The natural answer to this challenge is to rationalize the varied set of tools and create standards for each new tool purchase or analytical project to adhere to. This is typically performed by a governing body made up of various analytical business constituents and representatives from IT. The governing body provides the team standards and a process by which to perform a tool selection often needs a method for conducting such an exercise. The steps outlined below will provide your organization with a framework for determining how to optimize its analytical tool portfolio and prevent further tool proliferation:
- Research and Discovery – One of the first steps to take is to conduct interviews with key stakeholders including end users in all user groups some of which include: data scientist, analyst, developers, IT administrators, and executives. The goal is to map the current state of analytical tool usage and analytical capabilities within the organization. It’s important to get an exhaustive inventory of what tools and capabilities each group is using in their respective area. Also determine the users’ pain points and gaps in functionality with their current toolset and any upcoming tool purchase desires.

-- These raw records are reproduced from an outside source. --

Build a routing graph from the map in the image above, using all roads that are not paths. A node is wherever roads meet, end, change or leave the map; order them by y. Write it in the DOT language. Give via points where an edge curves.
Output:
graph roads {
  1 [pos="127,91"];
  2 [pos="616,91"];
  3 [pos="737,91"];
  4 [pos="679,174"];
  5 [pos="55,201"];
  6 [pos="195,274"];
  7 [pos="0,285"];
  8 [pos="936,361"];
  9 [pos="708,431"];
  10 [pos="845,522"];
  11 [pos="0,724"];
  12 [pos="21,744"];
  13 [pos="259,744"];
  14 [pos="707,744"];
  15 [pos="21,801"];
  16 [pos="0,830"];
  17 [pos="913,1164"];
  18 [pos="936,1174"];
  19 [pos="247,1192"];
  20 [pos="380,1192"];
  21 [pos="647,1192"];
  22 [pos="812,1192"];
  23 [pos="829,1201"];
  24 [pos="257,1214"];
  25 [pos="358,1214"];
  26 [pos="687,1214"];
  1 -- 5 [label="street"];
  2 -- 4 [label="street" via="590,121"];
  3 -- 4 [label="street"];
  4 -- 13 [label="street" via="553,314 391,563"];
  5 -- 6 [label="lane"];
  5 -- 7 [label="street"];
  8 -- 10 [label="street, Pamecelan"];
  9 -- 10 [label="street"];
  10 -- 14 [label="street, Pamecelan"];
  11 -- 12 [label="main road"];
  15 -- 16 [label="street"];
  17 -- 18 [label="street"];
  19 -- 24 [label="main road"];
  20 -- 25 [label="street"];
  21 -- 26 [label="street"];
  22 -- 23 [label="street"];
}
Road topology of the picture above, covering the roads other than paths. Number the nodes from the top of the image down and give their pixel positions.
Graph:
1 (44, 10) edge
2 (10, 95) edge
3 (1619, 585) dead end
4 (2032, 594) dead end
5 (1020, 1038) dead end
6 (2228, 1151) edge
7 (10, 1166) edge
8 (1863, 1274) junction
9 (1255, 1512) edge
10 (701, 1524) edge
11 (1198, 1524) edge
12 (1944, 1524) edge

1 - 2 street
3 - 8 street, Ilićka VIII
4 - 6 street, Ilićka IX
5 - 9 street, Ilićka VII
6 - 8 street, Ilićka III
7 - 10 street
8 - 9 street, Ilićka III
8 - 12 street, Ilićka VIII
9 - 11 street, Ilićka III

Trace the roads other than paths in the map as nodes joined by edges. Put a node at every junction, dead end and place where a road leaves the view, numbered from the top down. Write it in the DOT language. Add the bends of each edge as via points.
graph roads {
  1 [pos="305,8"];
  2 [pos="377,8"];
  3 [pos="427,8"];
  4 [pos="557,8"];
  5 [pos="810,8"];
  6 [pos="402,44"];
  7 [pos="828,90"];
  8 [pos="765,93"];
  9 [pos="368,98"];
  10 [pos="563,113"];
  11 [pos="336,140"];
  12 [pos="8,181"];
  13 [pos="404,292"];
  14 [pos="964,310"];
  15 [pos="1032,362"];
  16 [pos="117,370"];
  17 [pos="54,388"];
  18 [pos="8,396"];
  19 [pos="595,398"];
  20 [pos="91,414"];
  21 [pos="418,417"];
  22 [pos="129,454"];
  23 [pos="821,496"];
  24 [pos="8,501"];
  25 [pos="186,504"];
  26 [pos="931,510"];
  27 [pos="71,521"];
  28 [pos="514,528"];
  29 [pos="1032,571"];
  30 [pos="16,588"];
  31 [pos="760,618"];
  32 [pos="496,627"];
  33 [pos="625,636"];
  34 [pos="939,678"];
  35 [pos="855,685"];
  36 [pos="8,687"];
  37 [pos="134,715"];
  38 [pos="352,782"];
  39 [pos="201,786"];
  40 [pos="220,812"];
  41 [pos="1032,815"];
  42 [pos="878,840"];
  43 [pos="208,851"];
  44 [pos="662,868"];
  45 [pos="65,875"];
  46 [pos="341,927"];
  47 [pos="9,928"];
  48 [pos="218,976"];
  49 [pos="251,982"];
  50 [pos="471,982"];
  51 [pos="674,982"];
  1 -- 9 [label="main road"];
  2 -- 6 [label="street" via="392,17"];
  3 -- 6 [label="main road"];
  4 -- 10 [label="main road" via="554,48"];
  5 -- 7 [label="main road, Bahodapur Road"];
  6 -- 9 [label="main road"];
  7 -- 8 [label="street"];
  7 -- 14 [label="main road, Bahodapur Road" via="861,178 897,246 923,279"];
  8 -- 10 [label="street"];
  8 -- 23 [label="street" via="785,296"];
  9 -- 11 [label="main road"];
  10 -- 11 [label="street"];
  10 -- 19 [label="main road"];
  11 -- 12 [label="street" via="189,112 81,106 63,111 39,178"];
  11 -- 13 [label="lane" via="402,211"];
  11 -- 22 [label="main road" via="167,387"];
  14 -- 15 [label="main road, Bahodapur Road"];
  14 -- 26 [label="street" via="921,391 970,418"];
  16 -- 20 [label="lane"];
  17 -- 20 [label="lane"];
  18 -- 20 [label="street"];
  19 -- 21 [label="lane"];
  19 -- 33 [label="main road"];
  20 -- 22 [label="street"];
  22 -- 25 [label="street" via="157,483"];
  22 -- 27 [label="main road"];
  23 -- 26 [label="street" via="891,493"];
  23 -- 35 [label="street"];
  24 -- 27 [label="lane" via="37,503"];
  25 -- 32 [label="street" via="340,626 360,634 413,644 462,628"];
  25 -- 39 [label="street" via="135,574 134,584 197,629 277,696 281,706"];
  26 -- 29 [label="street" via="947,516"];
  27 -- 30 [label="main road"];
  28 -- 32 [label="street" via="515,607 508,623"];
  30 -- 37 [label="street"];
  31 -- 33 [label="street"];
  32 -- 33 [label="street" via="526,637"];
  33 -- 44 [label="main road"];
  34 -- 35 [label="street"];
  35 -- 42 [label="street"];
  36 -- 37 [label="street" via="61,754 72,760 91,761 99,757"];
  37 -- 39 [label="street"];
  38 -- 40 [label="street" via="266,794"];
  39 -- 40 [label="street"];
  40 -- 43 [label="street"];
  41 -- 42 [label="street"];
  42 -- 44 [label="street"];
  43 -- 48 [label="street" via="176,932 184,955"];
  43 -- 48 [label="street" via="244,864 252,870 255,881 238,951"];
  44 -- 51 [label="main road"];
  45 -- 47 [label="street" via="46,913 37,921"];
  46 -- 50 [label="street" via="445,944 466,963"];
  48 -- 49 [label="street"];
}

2. Current State Landscape – The second step is to inventory the marketplace of existing analytical tools and map them into tool classes. There is often the case for multiple analytical tools that are needed that reside in one or more classes. This mapping may be useful in situations where the focus is on driving down complexity. There may be circumstances where users just need help choosing which type of tools they should use for which types of business problems. We have identified the following tool classes as a starting point for your exercise:
- Report Writers
- Semantic Layer Reporting Tools
- MDX/Cube Query Tools
- Data Discovery & Visualization Tools
- Embedded BI & Reporting Tools
- Data Science & Modeling Tools
- AI & ML Use Case Driven Tools
- Capability Tree – The third step is to create a capability tree that leverages the inventory of capabilities from step one and classifies them against the current landscape of tools. From this exercise, you may see overlaps and gaps that exist in your organizations current capabilities. Reading analyst reports on the criteria used to rank anlaytical tools can be helpful in filling out the capability tree that will provide direction for future purchases or rationalization exercises. If the analysis is based on specific tools it may be relevant to include non-technical criteria like pricing, support, and existing presence/support/skillsets for the tool within your company.
4. Decision Matrix – The next step in the process is to create a Decision Matrix that provides a method for scoring the various capabilities. For example, you can use a five-point scale and provide a weighting to each capability for each tool or tool class depending on the importance of that capability to the organization. The variability of the scoring will help determine the weighting for each capability as a final score is calculated.
5. Decision Tool – Finally, create a decision tool from the decision matrix that allows for ease of use in determining what tool should be used for what business capability or project. The tool should leverage the decision matrix to determine which capabilities to include in a particular tool decision and the overall scoring when comparing various tools against themselves.
The decision tool provides clarity on what class of tool should be used to solve what specific problem and can help deter rogue purchases of new tools to satisfy business problems that may already be satisfied by currently owned analytical tools.
Analytical tools are evolving at a faster pace than ever. Leverage the process outlined above to develop a decision tool that provides clarity on what class of tool (or what specific tool) should be used to solve a specific problem. Running this decision tool against all current and planned analytical projects will likely tease out which tools or tool classes are truly useful within your organization and which may be redundant or obsolete.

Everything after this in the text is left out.